Le brun se met à rire faussement. A sa place, j'aurais eu la même réaction je l'avoue. Ma réplique était des plus nulles, très clichés et tout droit sortie de l'âge de pierre.

- Alix, franchement, même la romantique que tu es n'y crois pas.

Je fronce les sourcils et pince les lèvres. Pourquoi tout le monde me prend pour une de ces filles romantiques sous prétexte que je lis des romans d'amour ? Je trouve le rapprochement précipité de mauvais goût et il le remarque.

- Ce que je veux dire c'est que les différences ont leurs limites. Peut-être qu'elles rapprochent au début mais sur le long terme, elles éloignent.

- Tu es un expert en la matière maintenant ?

- Disons que j'ai connu une relation du genre par le passé.

- Tes histoires ne sont pas les miennes alors pourquoi elles auraient forcément la même fin ?

- Je n'en sais foutrement rien mais je me devais de te le dire, souffle-t-il en pressant ses paupières. Tu es exceptionnelle, tu ne mérites pas d'être blessée par un pauvre type sans cœur.

- Parce que tu t'estimes mieux que lui ?

Il ne répond pas tout de suite et prend le temps de réfléchir. Ses doigts se pressent un peu plus fort sur mes épaules, j'ai l'impression d'avoir tout son poids qui pèse sur moi. Comme si ses paroles, que je fais mine d'ignorer, m'écrasait par leur vérité.
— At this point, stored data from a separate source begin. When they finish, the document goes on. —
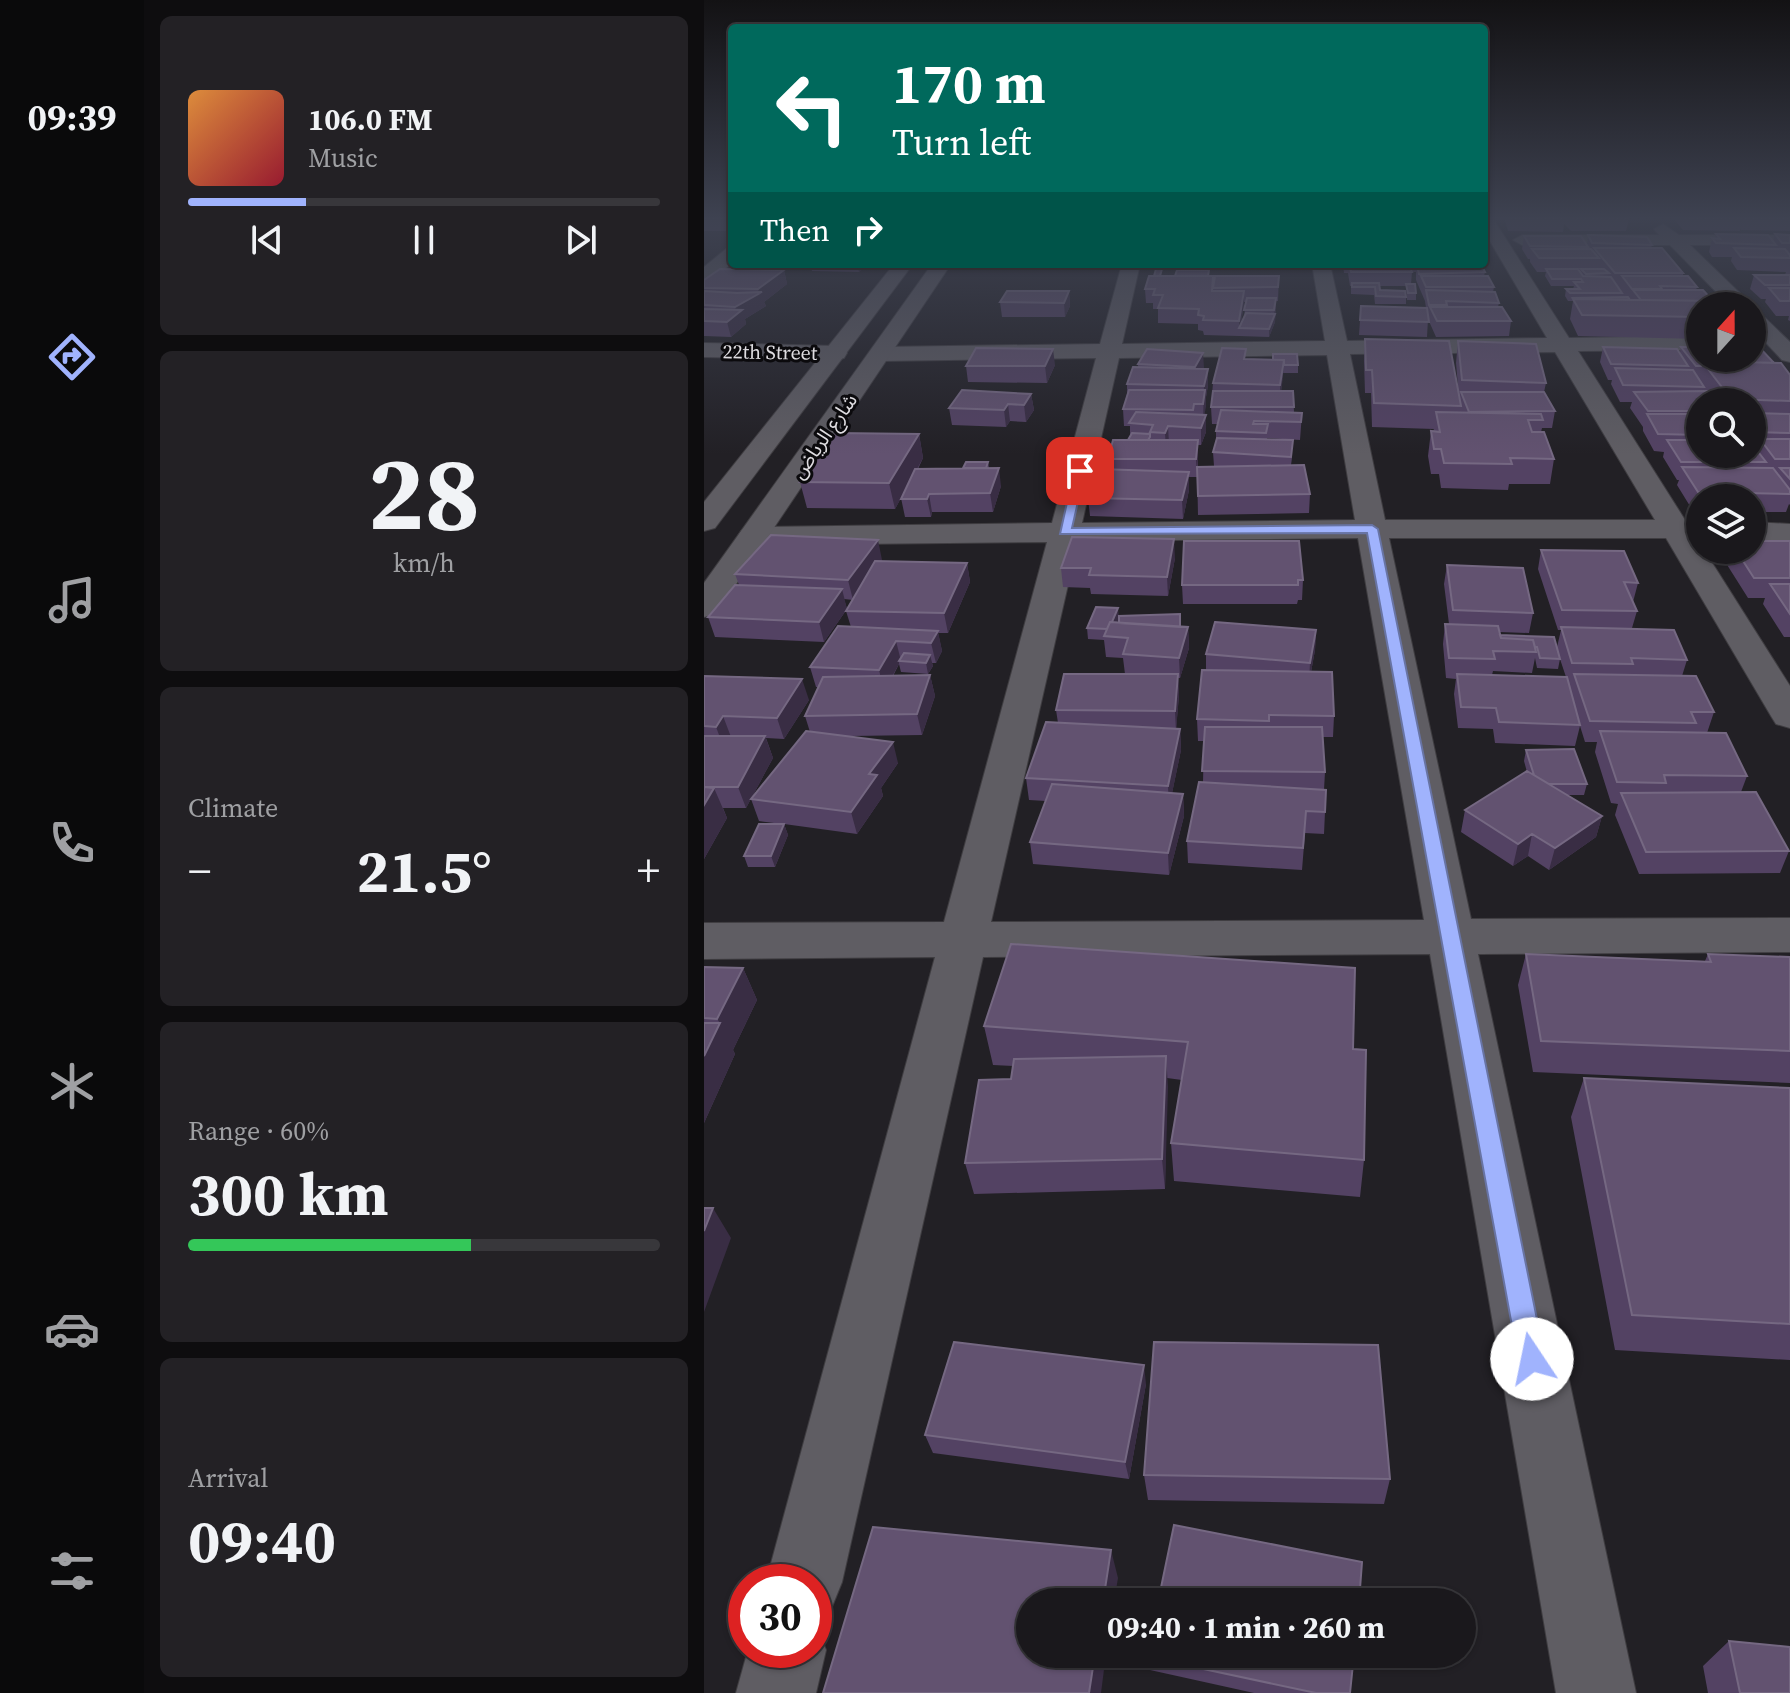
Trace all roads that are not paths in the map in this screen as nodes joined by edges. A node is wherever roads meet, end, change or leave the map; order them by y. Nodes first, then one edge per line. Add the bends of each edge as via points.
1 (880, 296) edge
2 (920, 296) edge
3 (1123, 296) edge
4 (1327, 296) edge
5 (1529, 296) edge
6 (1766, 328) edge
7 (1686, 343) edge
8 (1561, 344) junction
9 (1766, 345) edge
10 (1337, 346) junction
11 (1787, 347) edge
12 (1110, 349) junction
13 (704, 350) edge
14 (836, 353) junction
15 (881, 354) junction
16 (704, 522) edge
17 (1686, 528) edge
18 (1372, 529) junction
19 (1686, 529) edge
20 (1064, 531) junction
21 (1766, 532) edge
22 (1790, 533) edge
23 (753, 536) junction
24 (1706, 564) edge
25 (704, 607) edge
26 (1790, 716) edge
27 (1450, 935) junction
28 (1790, 935) edge
29 (704, 941) edge
30 (963, 942) junction
31 (808, 1564) edge
32 (782, 1668) edge
33 (776, 1693) edge
34 (1596, 1693) edge

1 - 14 street, شارع الرياض
2 - 15 street, شارع الرياض
3 - 12 street
4 - 10 street
5 - 8 street
6 - 11 street
7 - 8 street
8 - 10 street
8 - 17 street
9 - 11 street
10 - 12 street
10 - 18 street
12 - 15 street
12 - 20 street
13 - 14 street, 22th Street
14 - 16 street, شارع الرياض
15 - 23 street, شارع الرياض
18 - 19 street
18 - 20 street
18 - 27 street
20 - 23 street
20 - 30 street
21 - 22 street
23 - 25 street, شارع الرياض
24 - 26 street
27 - 28 street
27 - 30 street
27 - 34 street
29 - 30 street
30 - 31 street
32 - 33 street

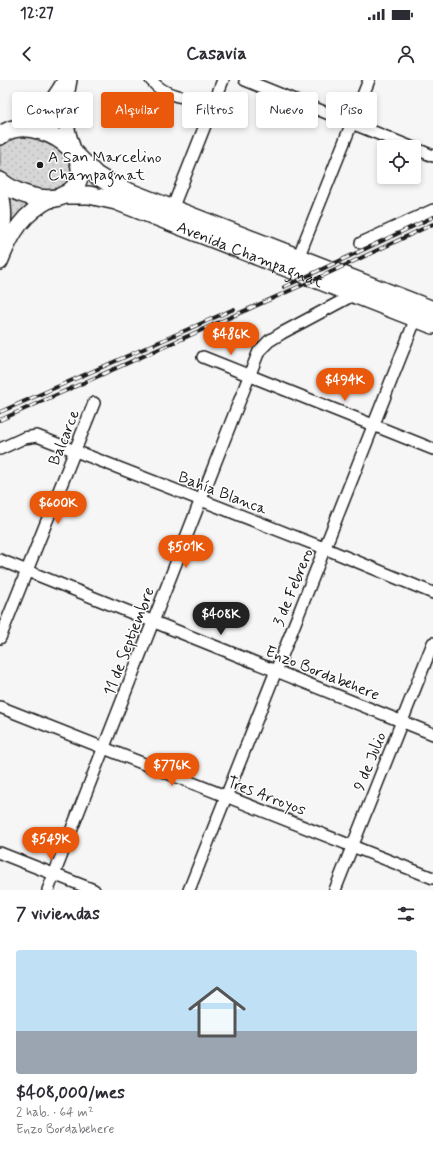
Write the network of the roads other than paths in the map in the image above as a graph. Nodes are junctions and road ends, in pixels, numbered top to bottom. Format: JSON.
{"nodes":[{"id":1,"x":66,"y":80,"type":"edge"},
{"id":2,"x":69,"y":80,"type":"edge"},
{"id":3,"x":151,"y":80,"type":"edge"},
{"id":4,"x":223,"y":80,"type":"edge"},
{"id":5,"x":244,"y":80,"type":"edge"},
{"id":6,"x":369,"y":80,"type":"edge"},
{"id":7,"x":218,"y":92,"type":"edge"},
{"id":8,"x":364,"y":92,"type":"edge"},
{"id":9,"x":182,"y":97,"type":"edge"},
{"id":10,"x":326,"y":113,"type":"edge"},
{"id":11,"x":204,"y":128,"type":"edge"},
{"id":12,"x":350,"y":128,"type":"edge"},
{"id":13,"x":364,"y":128,"type":"edge"},
{"id":14,"x":7,"y":130,"type":"edge"},
{"id":15,"x":394,"y":140,"type":"edge"},
{"id":16,"x":421,"y":151,"type":"edge"},
{"id":17,"x":75,"y":154,"type":"junction"},
{"id":18,"x":433,"y":156,"type":"edge"},
{"id":19,"x":0,"y":181,"type":"edge"},
{"id":20,"x":0,"y":189,"type":"edge"},
{"id":21,"x":59,"y":197,"type":"junction"},
{"id":22,"x":172,"y":209,"type":"junction"},
{"id":23,"x":433,"y":210,"type":"edge"},
{"id":24,"x":0,"y":238,"type":"edge"},
{"id":25,"x":361,"y":243,"type":"dead end"},
{"id":26,"x":298,"y":258,"type":"junction"},
{"id":27,"x":0,"y":262,"type":"edge"},
{"id":28,"x":355,"y":294,"type":"junction"},
{"id":29,"x":433,"y":310,"type":"edge"},
{"id":30,"x":416,"y":318,"type":"junction"},
{"id":31,"x":433,"y":325,"type":"edge"},
{"id":32,"x":203,"y":358,"type":"dead end"},
{"id":33,"x":249,"y":376,"type":"junction"},
{"id":34,"x":94,"y":403,"type":"dead end"},
{"id":35,"x":373,"y":425,"type":"junction"},
{"id":36,"x":0,"y":449,"type":"edge"},
{"id":37,"x":433,"y":449,"type":"edge"},
{"id":38,"x":75,"y":450,"type":"junction"},
{"id":39,"x":201,"y":501,"type":"junction"},
{"id":40,"x":324,"y":548,"type":"junction"},
{"id":41,"x":0,"y":560,"type":"edge"},
{"id":42,"x":27,"y":571,"type":"junction"},
{"id":43,"x":433,"y":593,"type":"edge"},
{"id":44,"x":153,"y":622,"type":"junction"},
{"id":45,"x":0,"y":638,"type":"edge"},
{"id":46,"x":433,"y":643,"type":"edge"},
{"id":47,"x":276,"y":671,"type":"junction"},
{"id":48,"x":0,"y":707,"type":"edge"},
{"id":49,"x":402,"y":721,"type":"junction"},
{"id":50,"x":433,"y":734,"type":"edge"},
{"id":51,"x":104,"y":748,"type":"junction"},
{"id":52,"x":226,"y":796,"type":"junction"},
{"id":53,"x":353,"y":845,"type":"junction"},
{"id":54,"x":0,"y":853,"type":"edge"},
{"id":55,"x":54,"y":874,"type":"junction"},
{"id":56,"x":433,"y":878,"type":"edge"},
{"id":57,"x":48,"y":890,"type":"edge"},
{"id":58,"x":94,"y":890,"type":"edge"},
{"id":59,"x":189,"y":890,"type":"edge"},
{"id":60,"x":335,"y":890,"type":"edge"}],
"edges":[{"from":1,"to":14,"type":"main road"},
{"from":2,"to":17,"type":"main road"},
{"from":3,"to":9,"type":"street"},
{"from":4,"to":7,"type":"street"},
{"from":5,"to":10,"type":"street"},
{"from":6,"to":8,"type":"street"},
{"from":11,"to":22,"type":"street"},
{"from":12,"to":26,"type":"street"},
{"from":13,"to":15,"type":"street"},
{"from":14,"to":17,"type":"highway","name":"Avenida Champagnat"},
{"from":16,"to":18,"type":"street"},
{"from":17,"to":21,"type":"highway"},
{"from":17,"to":22,"type":"highway","name":"Avenida Champagnat"},
{"from":19,"to":21,"type":"highway","name":"Avenida Champagnat"},
{"from":20,"to":24,"type":"main road"},
{"from":21,"to":27,"type":"main road"},
{"from":21,"to":28,"type":"highway","name":"Avenida Champagnat"},
{"from":22,"to":26,"type":"highway","name":"Avenida Champagnat"},
{"from":23,"to":25,"type":"street"},
{"from":26,"to":29,"type":"highway","name":"Avenida Champagnat"},
{"from":28,"to":30,"type":"highway","name":"Avenida Champagnat"},
{"from":28,"to":33,"type":"street","name":"11 de Septiembre"},
{"from":30,"to":31,"type":"highway","name":"Avenida Champagnat"},
{"from":30,"to":35,"type":"street","name":"3 de Febrero"},
{"from":32,"to":33,"type":"street"},
{"from":33,"to":35,"type":"street"},
{"from":33,"to":39,"type":"street","name":"11 de Septiembre"},
{"from":34,"to":38,"type":"street","name":"Balcarce"},
{"from":35,"to":37,"type":"street"},
{"from":35,"to":40,"type":"street","name":"3 de Febrero"},
{"from":36,"to":38,"type":"street","name":"Bahía Blanca"},
{"from":38,"to":39,"type":"street","name":"Bahía Blanca"},
{"from":38,"to":42,"type":"street","name":"Balcarce"},
{"from":39,"to":40,"type":"street","name":"Bahía Blanca"},
{"from":39,"to":44,"type":"street","name":"11 de Septiembre"},
{"from":40,"to":43,"type":"street","name":"Bahía Blanca"},
{"from":40,"to":47,"type":"street","name":"3 de Febrero"},
{"from":41,"to":42,"type":"street","name":"Enzo Bordabehere"},
{"from":42,"to":44,"type":"street","name":"Enzo Bordabehere"},
{"from":42,"to":45,"type":"street","name":"Balcarce"},
{"from":44,"to":47,"type":"street","name":"Enzo Bordabehere"},
{"from":44,"to":51,"type":"street","name":"11 de Septiembre"},
{"from":46,"to":49,"type":"street","name":"9 de Julio"},
{"from":47,"to":49,"type":"street","name":"Enzo Bordabehere"},
{"from":47,"to":52,"type":"street","name":"3 de Febrero"},
{"from":48,"to":51,"type":"street","name":"Tres Arroyos"},
{"from":49,"to":50,"type":"street","name":"Enzo Bordabehere"},
{"from":49,"to":53,"type":"street","name":"9 de Julio"},
{"from":51,"to":52,"type":"street","name":"Tres Arroyos"},
{"from":51,"to":55,"type":"street","name":"11 de Septiembre"},
{"from":52,"to":53,"type":"street","name":"Tres Arroyos"},
{"from":52,"to":59,"type":"street","name":"3 de Febrero"},
{"from":53,"to":56,"type":"street","name":"Tres Arroyos"},
{"from":53,"to":60,"type":"street","name":"9 de Julio"},
{"from":54,"to":55,"type":"street"},
{"from":55,"to":57,"type":"street","name":"11 de Septiembre"},
{"from":55,"to":58,"type":"street"}]}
- On a le même sens de l'humour, les mêmes centres d'intérêts, une joie communicative. Ces éléments devraient te suffire.

Son regard triste me heurte. Je suis en train de le blesser, je le sais, mais j'en suis contrainte. C'est Apollon qui fait vibrer mon cœur malgré nos différences flagrantes. Charlee a peut-être raison, notre relation n'est que temporaire, passagère, ou bien beaucoup plus solide qu'il ne le pense. Néanmoins, la tentation de faire un bout de chemin avec Apollon est bien trop forte. J'ai envie de m'y risquer, quitte à me brûler les ailes.

Délicatement, je saisis les poignets du brun et replace ses mains le long de son corps. Il ne résiste pas, me laissant faire dans une lassitude flagrante. Ses yeux noisette ne me lâchent pas une seconde alors que je m'écarte de lui. Il devine déjà les mots que j'ai à lui dire et presse les paupières dans l'espoir que tout ceci n'est qu'un mauvais rêve. Je l'imite, tentant de trouver les paroles qui lui feront le moins de mal possible. Je hais rendre triste les gens, d'autant plus quand j'apprécie ceux-ci. Entre lui et moi il y a bien quelque chose de fort mais en ce qui me concerne, ce n'est qu'une très belle amitié.

Il a été la première rencontre du second tome de ma vie et pour cette raison, il gardera à jamais une place spéciale dans mon cœur. Un morceau lui sera toujours dédié quoi qu'il puisse advenir entre nous. 

________________________________________________________________________________

Et oui, nous entamons la dernière journée sur le Queen Mary 2. Il est donc temps de mettre les différentes relations d'Alix au clair et nous commençons donc avec ce charmant Charlee. 

Il a été sa première rencontre comme elle le rappelle, c'est donc le premier à qui elle dit au revoir.